[WHAT YOU WILL DO] Reproduce all of the records exactly.

[RECORD EXCERPTS]
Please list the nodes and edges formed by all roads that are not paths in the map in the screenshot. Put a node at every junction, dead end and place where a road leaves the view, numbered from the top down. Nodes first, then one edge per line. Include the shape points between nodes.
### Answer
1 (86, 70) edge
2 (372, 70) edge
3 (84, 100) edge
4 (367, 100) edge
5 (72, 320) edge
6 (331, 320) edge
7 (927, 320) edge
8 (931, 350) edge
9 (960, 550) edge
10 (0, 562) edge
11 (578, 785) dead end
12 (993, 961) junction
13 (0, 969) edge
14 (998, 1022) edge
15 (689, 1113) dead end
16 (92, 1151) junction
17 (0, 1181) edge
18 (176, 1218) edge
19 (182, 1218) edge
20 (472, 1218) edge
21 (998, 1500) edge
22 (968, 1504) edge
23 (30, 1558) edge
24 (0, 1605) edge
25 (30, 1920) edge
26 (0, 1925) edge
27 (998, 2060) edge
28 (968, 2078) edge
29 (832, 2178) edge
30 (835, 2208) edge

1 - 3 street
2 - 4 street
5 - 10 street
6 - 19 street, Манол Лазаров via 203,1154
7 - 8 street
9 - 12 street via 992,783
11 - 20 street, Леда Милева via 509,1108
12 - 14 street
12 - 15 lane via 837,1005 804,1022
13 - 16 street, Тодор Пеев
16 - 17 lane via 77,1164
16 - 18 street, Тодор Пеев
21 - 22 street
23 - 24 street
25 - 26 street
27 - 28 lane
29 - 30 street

[RESULT]
Please list the nodes and edges formed by all roads that are not paths in the map in the screenshot. Put a node at every junction, dead end and place where a road leaves the view, numbered from the top down. Nodes first, then one edge per line. Include the shape points between nodes.
### Answer
1 (86, 70) edge
2 (372, 70) edge
3 (84, 100) edge
4 (367, 100) edge
5 (72, 320) edge
6 (331, 320) edge
7 (927, 320) edge
8 (931, 350) edge
9 (960, 550) edge
10 (0, 562) edge
11 (578, 785) dead end
12 (993, 961) junction
13 (0, 969) edge
14 (998, 1022) edge
15 (689, 1113) dead end
16 (92, 1151) junction
17 (0, 1181) edge
18 (176, 1218) edge
19 (182, 1218) edge
20 (472, 1218) edge
21 (998, 1500) edge
22 (968, 1504) edge
23 (30, 1558) edge
24 (0, 1605) edge
25 (30, 1920) edge
26 (0, 1925) edge
27 (998, 2060) edge
28 (968, 2078) edge
29 (832, 2178) edge
30 (835, 2208) edge

1 - 3 street
2 - 4 street
5 - 10 street
6 - 19 street, Манол Лазаров via 203,1154
7 - 8 street
9 - 12 street via 992,783
11 - 20 street, Леда Милева via 509,1108
12 - 14 street
12 - 15 lane via 837,1005 804,1022
13 - 16 street, Тодор Пеев
16 - 17 lane via 77,1164
16 - 18 street, Тодор Пеев
21 - 22 street
23 - 24 street
25 - 26 street
27 - 28 lane
29 - 30 street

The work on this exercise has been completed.